▶ **THE TASK**: Below are the records; pull every line that includes "stream".

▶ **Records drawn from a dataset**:

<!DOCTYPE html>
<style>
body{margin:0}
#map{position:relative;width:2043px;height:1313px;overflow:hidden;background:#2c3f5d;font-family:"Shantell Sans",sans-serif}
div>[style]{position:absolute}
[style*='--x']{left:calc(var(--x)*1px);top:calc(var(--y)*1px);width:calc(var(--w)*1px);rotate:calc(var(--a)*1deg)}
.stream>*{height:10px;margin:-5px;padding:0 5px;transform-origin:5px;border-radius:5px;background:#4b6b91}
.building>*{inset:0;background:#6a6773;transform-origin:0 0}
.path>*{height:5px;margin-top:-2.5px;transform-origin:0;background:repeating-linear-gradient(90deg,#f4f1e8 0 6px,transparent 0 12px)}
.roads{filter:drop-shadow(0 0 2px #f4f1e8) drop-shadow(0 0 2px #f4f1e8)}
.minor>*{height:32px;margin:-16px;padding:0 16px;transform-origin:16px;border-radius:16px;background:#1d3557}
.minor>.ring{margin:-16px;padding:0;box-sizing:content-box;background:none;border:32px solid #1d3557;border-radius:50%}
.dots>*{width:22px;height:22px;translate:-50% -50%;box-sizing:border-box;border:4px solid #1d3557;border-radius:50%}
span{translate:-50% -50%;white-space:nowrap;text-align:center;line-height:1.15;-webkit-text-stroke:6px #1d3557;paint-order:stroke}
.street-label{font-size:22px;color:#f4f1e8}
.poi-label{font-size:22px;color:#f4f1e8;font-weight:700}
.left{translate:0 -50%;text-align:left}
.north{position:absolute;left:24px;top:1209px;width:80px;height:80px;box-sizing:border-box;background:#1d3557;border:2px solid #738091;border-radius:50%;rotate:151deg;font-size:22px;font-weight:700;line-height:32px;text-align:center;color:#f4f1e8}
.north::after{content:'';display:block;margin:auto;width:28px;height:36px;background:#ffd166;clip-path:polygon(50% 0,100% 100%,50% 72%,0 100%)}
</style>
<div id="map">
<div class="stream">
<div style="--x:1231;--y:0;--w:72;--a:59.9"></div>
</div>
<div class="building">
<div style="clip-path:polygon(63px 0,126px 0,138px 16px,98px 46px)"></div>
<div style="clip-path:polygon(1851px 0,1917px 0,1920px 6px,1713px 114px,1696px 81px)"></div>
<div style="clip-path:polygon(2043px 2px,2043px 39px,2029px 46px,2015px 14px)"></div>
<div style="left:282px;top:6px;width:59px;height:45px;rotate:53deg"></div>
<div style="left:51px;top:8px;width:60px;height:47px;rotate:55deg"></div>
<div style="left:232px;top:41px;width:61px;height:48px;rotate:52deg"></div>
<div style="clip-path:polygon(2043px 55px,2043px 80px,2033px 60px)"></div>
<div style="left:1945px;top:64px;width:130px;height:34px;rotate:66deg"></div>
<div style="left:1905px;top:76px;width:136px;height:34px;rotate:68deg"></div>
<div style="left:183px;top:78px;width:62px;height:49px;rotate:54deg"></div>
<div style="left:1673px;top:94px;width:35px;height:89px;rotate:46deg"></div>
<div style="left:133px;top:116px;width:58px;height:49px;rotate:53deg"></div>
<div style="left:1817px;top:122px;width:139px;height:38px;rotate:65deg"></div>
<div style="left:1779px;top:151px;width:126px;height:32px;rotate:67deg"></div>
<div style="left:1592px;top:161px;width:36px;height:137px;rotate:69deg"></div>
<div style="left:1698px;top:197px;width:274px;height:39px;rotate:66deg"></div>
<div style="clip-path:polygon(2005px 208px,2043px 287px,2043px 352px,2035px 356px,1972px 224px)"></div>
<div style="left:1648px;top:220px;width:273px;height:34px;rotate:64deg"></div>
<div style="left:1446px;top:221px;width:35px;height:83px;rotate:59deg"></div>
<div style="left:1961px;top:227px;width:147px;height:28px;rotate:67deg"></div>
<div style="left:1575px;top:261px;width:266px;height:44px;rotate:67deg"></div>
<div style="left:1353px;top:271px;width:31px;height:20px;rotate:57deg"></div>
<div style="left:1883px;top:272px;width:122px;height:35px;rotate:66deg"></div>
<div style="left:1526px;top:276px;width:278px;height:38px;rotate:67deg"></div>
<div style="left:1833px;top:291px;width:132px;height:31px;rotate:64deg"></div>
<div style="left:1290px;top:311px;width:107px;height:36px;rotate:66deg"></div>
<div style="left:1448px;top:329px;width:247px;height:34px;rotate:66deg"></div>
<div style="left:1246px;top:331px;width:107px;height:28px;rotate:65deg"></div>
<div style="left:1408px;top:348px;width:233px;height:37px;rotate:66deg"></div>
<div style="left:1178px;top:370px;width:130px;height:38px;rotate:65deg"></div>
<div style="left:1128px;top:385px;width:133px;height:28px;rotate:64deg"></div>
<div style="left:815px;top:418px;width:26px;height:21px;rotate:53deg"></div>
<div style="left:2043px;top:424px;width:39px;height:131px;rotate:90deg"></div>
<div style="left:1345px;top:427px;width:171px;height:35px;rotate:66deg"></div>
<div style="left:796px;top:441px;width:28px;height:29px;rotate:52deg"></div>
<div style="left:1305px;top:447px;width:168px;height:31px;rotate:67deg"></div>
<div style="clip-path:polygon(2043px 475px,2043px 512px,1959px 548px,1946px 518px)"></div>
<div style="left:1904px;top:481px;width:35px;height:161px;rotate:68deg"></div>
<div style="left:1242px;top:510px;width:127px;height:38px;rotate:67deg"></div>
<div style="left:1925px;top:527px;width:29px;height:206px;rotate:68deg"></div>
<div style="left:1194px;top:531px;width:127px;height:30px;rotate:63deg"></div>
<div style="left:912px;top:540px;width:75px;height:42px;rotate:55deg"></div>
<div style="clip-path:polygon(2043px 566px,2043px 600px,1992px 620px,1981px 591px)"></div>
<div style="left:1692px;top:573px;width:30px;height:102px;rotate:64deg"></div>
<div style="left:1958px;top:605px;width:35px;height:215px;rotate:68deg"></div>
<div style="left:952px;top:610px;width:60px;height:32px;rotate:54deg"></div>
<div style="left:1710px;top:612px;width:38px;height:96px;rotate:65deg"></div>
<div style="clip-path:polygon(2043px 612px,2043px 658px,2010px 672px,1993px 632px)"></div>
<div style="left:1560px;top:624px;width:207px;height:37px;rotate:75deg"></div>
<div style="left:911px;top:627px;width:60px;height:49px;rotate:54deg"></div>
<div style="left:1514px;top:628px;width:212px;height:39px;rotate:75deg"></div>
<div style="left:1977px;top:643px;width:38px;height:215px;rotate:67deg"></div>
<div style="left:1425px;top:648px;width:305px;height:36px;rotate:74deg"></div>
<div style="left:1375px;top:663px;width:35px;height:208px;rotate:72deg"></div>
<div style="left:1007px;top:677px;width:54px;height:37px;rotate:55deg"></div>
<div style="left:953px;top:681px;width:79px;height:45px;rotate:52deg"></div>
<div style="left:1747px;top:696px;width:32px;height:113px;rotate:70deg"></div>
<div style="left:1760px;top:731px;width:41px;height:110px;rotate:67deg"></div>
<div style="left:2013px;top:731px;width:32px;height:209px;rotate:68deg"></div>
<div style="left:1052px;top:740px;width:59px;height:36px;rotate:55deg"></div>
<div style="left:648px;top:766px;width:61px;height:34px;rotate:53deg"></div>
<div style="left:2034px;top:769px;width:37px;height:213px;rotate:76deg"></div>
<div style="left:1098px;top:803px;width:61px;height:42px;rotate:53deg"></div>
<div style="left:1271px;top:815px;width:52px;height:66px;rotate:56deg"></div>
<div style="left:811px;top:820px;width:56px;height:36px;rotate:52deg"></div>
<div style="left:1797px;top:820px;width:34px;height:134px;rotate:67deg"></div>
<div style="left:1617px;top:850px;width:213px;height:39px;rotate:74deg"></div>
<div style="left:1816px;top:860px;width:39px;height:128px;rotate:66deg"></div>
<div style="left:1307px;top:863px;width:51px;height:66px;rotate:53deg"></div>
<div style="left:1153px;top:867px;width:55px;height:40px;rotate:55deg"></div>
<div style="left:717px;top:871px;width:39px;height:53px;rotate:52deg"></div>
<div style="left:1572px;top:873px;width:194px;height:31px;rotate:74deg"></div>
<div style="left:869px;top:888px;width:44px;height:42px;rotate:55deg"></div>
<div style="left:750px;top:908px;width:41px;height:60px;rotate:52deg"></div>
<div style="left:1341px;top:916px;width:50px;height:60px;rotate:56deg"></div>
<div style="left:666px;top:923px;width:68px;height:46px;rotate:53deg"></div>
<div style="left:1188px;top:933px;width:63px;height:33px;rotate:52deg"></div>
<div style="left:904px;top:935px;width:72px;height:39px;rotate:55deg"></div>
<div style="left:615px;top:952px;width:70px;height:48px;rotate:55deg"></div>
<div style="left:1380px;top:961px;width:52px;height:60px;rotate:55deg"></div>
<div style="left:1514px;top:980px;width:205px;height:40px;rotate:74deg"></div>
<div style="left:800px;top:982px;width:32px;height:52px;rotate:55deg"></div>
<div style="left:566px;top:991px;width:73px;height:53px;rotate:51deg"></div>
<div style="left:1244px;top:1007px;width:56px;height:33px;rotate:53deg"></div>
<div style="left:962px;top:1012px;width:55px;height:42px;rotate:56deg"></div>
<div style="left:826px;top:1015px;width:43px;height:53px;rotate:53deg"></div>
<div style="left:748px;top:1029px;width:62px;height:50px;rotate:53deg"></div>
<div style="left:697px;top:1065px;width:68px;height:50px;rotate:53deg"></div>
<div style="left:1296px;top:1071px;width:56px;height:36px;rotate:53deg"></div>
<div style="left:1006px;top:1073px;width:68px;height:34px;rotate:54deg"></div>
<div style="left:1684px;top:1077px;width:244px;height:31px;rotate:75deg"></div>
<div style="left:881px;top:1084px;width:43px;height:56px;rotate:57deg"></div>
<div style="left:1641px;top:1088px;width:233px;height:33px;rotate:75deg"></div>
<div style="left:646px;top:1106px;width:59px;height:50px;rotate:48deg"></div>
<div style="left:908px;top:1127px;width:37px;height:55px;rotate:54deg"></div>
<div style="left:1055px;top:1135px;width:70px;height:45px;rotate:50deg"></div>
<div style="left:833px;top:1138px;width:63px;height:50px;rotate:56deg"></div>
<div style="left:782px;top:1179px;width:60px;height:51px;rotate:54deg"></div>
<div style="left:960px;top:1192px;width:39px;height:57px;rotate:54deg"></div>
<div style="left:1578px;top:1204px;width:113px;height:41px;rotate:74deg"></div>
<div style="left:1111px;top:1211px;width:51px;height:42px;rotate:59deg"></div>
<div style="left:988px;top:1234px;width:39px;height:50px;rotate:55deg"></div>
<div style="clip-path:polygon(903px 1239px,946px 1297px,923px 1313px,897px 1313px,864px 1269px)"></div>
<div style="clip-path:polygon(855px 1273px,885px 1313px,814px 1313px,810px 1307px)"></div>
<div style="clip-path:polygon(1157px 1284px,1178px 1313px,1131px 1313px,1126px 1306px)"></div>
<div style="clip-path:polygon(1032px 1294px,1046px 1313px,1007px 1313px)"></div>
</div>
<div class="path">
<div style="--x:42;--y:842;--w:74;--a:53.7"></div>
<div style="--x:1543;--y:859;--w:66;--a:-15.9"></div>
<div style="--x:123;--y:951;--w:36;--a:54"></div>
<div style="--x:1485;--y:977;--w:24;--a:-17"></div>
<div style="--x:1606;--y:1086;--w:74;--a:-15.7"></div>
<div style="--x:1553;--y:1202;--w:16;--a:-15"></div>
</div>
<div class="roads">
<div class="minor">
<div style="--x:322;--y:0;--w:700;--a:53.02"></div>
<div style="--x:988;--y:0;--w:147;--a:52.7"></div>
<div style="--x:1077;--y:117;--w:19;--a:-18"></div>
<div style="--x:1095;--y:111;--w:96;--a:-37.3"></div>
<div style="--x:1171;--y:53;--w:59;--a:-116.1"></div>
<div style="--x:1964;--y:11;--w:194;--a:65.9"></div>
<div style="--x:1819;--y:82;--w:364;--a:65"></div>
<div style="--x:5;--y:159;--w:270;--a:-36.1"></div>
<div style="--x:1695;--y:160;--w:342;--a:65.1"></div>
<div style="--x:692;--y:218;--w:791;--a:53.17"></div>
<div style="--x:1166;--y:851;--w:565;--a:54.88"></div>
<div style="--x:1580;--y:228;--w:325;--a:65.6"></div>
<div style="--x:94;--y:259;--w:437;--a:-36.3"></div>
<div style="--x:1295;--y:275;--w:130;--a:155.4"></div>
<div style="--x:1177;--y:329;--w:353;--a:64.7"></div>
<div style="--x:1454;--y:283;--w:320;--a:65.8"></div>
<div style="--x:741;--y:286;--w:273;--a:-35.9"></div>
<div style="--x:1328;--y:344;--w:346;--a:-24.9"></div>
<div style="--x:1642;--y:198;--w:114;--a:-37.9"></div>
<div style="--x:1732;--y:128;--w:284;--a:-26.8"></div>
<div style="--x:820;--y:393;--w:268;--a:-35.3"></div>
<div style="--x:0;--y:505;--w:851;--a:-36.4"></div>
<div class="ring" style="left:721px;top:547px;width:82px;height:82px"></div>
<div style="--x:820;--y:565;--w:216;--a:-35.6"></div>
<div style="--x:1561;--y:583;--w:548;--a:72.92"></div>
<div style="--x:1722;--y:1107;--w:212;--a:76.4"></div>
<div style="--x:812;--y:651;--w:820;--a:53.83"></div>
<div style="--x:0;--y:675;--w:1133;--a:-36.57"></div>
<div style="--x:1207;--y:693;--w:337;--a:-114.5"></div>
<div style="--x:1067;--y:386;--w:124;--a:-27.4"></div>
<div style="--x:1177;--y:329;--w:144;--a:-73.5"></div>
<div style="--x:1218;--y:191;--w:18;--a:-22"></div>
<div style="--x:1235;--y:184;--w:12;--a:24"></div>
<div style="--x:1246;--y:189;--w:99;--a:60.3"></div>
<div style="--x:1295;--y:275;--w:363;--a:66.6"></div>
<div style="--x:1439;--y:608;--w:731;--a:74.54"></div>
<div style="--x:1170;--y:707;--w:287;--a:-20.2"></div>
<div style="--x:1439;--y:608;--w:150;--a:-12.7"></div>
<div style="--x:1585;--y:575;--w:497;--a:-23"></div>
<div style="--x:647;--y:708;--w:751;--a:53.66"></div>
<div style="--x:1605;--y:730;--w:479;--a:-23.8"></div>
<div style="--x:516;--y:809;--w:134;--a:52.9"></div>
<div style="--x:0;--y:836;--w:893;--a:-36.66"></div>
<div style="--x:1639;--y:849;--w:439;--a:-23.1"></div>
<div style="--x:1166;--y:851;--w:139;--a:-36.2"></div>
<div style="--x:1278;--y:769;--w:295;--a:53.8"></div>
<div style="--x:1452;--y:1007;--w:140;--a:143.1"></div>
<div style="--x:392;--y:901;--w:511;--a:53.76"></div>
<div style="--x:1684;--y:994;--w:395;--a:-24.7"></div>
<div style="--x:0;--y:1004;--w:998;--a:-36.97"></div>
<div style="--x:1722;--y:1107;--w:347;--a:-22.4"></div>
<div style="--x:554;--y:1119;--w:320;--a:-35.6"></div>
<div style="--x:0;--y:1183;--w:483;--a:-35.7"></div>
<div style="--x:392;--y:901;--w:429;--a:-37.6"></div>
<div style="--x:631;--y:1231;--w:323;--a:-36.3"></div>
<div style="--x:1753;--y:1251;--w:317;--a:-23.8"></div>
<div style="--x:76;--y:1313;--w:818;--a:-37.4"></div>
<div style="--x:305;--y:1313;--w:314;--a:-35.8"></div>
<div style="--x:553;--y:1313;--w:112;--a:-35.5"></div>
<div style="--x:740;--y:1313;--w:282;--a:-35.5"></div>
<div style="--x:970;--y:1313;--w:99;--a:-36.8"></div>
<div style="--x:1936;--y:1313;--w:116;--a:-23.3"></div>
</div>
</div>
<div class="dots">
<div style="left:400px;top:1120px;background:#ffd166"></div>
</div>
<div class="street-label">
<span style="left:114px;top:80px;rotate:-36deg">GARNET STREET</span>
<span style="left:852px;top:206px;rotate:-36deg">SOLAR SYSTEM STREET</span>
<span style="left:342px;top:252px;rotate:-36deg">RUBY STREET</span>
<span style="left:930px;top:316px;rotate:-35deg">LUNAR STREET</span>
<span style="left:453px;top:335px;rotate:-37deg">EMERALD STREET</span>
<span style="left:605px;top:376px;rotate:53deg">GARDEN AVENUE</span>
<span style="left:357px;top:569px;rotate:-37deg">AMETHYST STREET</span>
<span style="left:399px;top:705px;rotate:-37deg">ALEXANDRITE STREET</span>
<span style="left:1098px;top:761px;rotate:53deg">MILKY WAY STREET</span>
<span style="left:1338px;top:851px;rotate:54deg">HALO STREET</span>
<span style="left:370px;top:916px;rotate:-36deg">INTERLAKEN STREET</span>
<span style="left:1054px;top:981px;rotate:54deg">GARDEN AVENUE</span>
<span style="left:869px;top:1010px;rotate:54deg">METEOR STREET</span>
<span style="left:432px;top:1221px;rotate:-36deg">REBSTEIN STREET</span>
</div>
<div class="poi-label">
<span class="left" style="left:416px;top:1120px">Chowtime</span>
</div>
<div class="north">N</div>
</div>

▶ **YOUR RESPONSE**:
.stream>*{height:10px;margin:-5px;padding:0 5px;transform-origin:5px;border-radius:5px;background:#4b6b91}
<div class="stream">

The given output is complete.